Okay – we’ve actually been back from the IA Summit in Phoenix for a while but still wanted to share a few thoughts about some of the presentations.
As I predicted, Todd Toler’s presentation Think Like an Instructional Designer (slides) was chock full of strategic and tactical stuff IA/UX folks can use in their practice immediately. As a PhD student, I was happy that he shared the epistemological foundations for the theories he discussed right at the beginning – not something I’ll use as a UX practitioner tomorrow but useful background. In the rest of the presentation, he introduced each of 6 learning theories, gave examples and then ended with questions a UX practitioner could consider during design or evaluation. Many of the principles are already incorporated into our everyday practice but it is useful to be reminded about their use in design but also in design rationalization. For example, Todd provides a chart with four types of visuals (decorative, representational, organizational and explanative) each with an example and their instructional potential. I can see drawing on this framework in the not-too-distant future! As I said – a nice mix of theoretical and application. For more on these issues as well as a copy of the presentation, see Todd’s blog Solid State UX .

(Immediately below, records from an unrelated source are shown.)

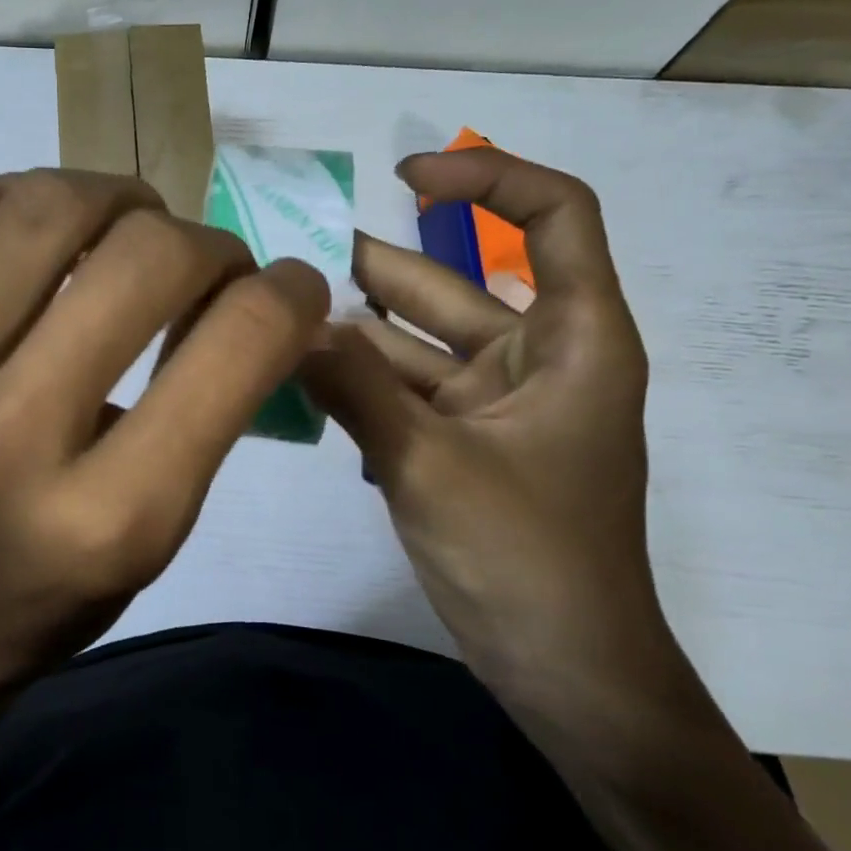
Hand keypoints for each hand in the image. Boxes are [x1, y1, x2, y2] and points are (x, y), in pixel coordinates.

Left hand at [0, 170, 329, 722]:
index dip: (288, 295)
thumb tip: (266, 292)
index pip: (234, 347)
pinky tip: (50, 232)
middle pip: (143, 260)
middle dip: (208, 244)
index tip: (292, 289)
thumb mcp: (162, 532)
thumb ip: (220, 407)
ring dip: (120, 199)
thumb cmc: (53, 595)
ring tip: (134, 229)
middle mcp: (7, 438)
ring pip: (46, 208)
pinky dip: (24, 195)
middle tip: (209, 266)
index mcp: (108, 517)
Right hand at [298, 148, 669, 700]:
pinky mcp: (462, 446)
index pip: (553, 216)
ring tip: (277, 317)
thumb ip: (355, 387)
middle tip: (287, 256)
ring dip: (353, 334)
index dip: (486, 177)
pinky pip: (404, 395)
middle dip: (375, 268)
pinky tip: (300, 382)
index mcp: (573, 339)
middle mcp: (536, 359)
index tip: (406, 177)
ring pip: (417, 346)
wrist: (566, 673)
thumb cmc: (526, 559)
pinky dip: (359, 386)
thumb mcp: (430, 463)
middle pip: (454, 286)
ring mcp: (495, 406)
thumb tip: (286, 323)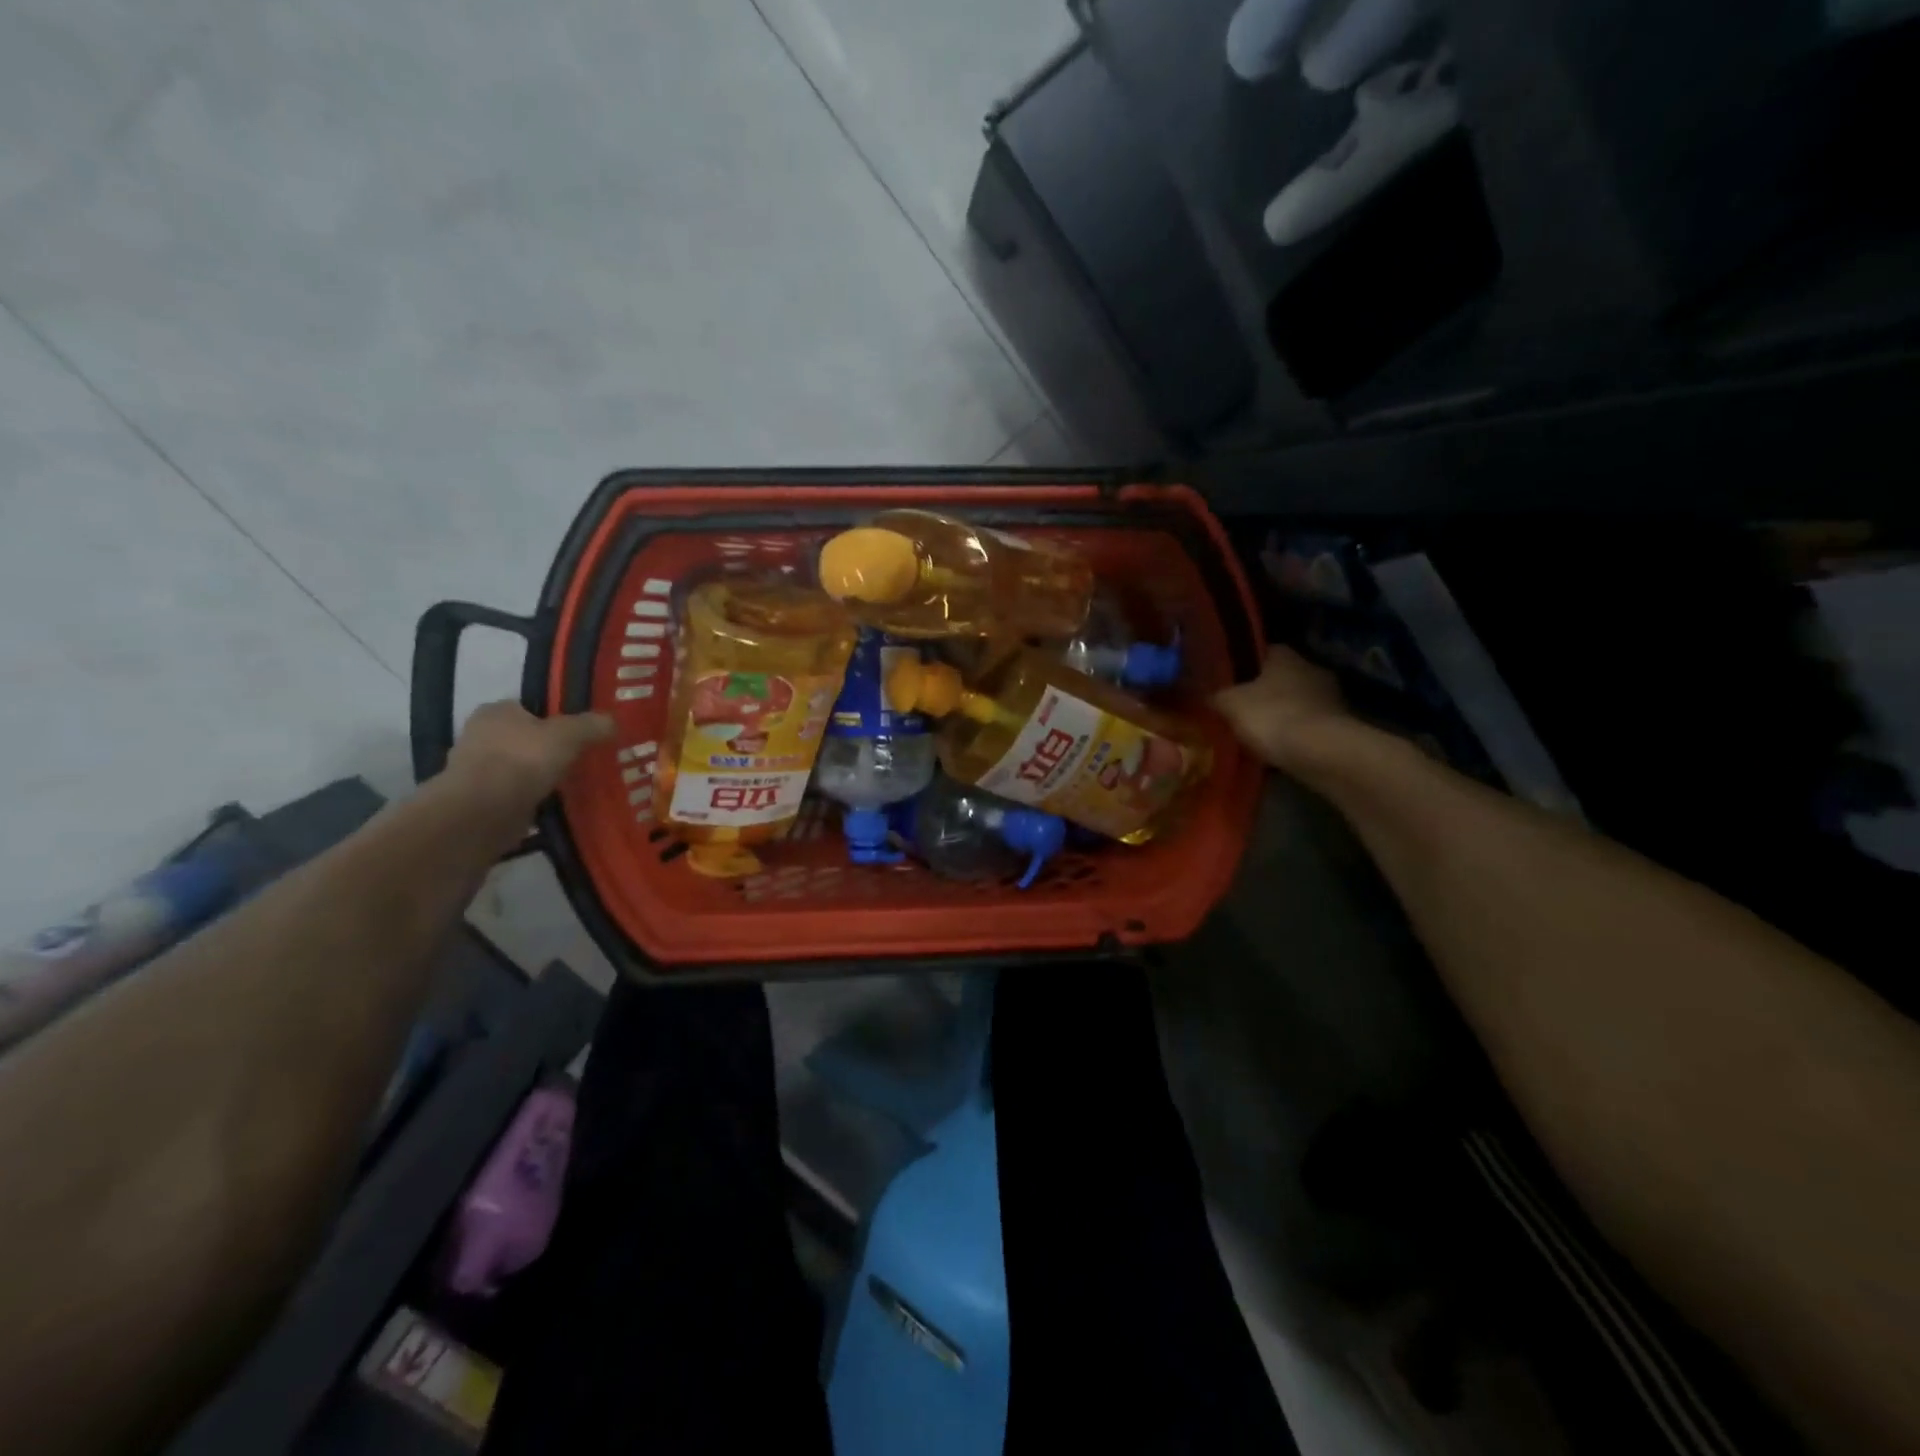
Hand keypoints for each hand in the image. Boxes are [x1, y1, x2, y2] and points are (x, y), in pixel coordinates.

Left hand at [446, 702, 613, 815]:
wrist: (483, 812)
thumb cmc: (523, 760)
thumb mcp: (570, 735)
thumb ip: (592, 725)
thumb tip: (612, 720)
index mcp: (496, 710)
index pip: (530, 707)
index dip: (556, 718)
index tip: (579, 734)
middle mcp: (480, 734)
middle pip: (525, 737)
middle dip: (548, 749)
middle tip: (580, 759)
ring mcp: (475, 768)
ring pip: (519, 766)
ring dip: (540, 775)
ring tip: (571, 784)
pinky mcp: (478, 799)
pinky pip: (514, 792)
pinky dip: (531, 797)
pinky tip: (553, 803)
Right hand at [1213, 647, 1353, 769]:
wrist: (1322, 752)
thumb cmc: (1272, 717)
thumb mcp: (1229, 704)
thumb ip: (1215, 696)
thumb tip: (1203, 693)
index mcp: (1285, 655)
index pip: (1262, 652)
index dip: (1243, 666)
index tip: (1228, 682)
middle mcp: (1312, 668)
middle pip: (1281, 677)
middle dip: (1263, 692)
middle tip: (1240, 710)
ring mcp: (1331, 697)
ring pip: (1297, 702)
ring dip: (1282, 714)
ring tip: (1257, 733)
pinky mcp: (1341, 725)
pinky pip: (1309, 726)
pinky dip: (1296, 735)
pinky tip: (1279, 749)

Most people I spoke with at the IA Summit agreed that Dan Roam’s opening keynote Back of the Napkin (podcast) was a highlight. Again – such a great mix of thought-provoking ideas and things to do today that can tweak or transform the way you work. He set a wonderfully positive tone for the Summit.
However the keynote on the second morning wasn’t quite as positive. Richard Saul Wurman was a bit irascible but there were a few nuggets in an overly long ramble. For a good summary with no editorializing, see Luke Wroblewski’s notes.
IA Summit 2011 is in Boulder Colorado – another place I haven’t been yet but hear great things. If it weren’t for conferences, I’d probably never leave Toronto!